According to simlib.py:
NUM_THREADS = threads per mpi proc (thread/mpi_proc)
PPN is supposed to be the number of processors, or cores requested from the scheduler per node. (core/node)
PPN_USED is supposed to be the number of cores actually used per node. (core/node)
NUM_SMT is supposed to be threads per core, and has a value of either 1 or 2 on all machines. (thread/core)
NODE_PROCS := PPNUSED * NUM_SMT/ NUM_THREADS
This follows since: NODE_PROCS = (cores/node)*(threads/core)/(threads/mpi proc) = mpi procs/node
Now here’s the problem.
NUM_PROCS = PROCS / NUM_THREADS
Now both --procs and --cores are two options for the same thing in simfactory. Thus “procs” is “processors” and “num_procs” is “number of processes.” That’s confusing, but that’s not the problem this ticket is about.
NUM PROCS is supposed to be the number of mpi processes. However, since --procs and --cores are the same thing:
NUM_PROCS = CORES / NUM_THREADS
= cores / (threads / mpi proc)
This is inconsistent. One would expect:
NUM_PROCS = NUM_SMT*CORES/NUM_THREADS
= (threads/core)*cores/(threads/mpi proc).
What if we define NUM_THREADS as cores/mpi proc? Well, apart from being confusing, that makes the NODE_PROCS calculation wrong.
So, unless I’m missing something, these parameters are not consistent, regardless of how you define them. They only work if NUM_SMT is one and cores and threads are interchangeable.
Is that always true?
The following machines have: max-num-smt = 2 are bethe, cori, philip, and supermucng. Looking at simlib.py, this parameter is not accessed! Instead, simlib.py only attempts to get ‘num-smt’, a parameter no ini file ever sets.

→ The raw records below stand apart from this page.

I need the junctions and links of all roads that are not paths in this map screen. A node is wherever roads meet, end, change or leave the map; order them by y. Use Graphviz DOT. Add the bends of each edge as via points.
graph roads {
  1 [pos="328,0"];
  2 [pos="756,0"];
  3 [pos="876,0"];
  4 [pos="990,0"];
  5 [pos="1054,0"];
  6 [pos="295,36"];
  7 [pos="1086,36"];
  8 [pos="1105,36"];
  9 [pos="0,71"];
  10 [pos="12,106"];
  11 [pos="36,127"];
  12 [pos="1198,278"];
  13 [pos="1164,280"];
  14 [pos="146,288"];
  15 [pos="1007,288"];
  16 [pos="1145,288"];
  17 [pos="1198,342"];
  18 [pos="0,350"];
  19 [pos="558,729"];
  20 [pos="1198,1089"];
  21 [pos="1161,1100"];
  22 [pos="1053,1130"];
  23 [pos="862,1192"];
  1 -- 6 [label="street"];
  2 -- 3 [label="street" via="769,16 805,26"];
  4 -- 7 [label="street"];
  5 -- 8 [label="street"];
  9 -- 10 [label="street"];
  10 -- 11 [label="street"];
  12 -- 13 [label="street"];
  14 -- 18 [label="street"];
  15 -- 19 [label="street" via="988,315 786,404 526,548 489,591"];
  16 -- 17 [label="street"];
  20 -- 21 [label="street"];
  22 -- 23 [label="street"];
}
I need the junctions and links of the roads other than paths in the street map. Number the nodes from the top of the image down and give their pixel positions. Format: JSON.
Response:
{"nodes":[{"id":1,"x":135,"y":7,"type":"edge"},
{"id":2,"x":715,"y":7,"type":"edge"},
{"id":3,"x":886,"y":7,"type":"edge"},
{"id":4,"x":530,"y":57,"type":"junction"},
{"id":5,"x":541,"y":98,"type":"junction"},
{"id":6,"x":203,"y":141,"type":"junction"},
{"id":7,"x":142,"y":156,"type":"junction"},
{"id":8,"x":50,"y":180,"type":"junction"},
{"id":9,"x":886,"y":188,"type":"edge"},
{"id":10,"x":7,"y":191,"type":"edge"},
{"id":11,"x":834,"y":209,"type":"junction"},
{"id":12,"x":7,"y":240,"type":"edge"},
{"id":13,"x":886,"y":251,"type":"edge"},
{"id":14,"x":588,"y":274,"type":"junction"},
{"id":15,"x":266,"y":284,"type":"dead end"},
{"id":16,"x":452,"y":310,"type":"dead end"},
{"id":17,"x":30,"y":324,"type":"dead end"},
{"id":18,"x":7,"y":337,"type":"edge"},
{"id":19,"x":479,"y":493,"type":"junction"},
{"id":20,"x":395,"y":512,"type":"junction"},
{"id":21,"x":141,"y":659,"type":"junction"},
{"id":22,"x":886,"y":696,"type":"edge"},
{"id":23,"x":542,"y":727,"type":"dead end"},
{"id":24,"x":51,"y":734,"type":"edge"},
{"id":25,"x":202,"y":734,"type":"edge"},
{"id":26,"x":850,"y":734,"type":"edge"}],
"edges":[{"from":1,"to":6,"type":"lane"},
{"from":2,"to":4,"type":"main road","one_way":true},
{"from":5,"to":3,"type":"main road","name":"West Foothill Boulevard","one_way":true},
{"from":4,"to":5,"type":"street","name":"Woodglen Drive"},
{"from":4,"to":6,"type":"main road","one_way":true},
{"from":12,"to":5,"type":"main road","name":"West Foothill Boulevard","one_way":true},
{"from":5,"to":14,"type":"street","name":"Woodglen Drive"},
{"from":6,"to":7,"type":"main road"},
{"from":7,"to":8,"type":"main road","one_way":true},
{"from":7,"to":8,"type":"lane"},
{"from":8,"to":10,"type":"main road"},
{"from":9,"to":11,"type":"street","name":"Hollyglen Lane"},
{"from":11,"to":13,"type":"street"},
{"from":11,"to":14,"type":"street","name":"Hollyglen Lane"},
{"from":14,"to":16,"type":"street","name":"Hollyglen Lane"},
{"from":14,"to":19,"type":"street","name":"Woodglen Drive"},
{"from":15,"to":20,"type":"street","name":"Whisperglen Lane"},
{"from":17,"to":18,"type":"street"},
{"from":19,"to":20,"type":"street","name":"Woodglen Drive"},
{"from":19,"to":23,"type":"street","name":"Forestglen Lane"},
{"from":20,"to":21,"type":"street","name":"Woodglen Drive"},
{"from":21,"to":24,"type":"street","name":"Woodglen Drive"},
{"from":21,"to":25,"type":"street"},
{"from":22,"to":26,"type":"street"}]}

Thus, the NUM_SMT is, essentially, always 1.
What to do?
My suggestion is that the definition of NUM_PROCS be ammended to be
NUM_PROCS = CORES * NUM_SMT / NUM_THREADS
so that cores*(threads/core)/(threads/mpi_proc)
And then I suggest that the feature is tried out on one of the above 4 machines by changing max-num-smt to num-smt (note, however, that philip no longer exists).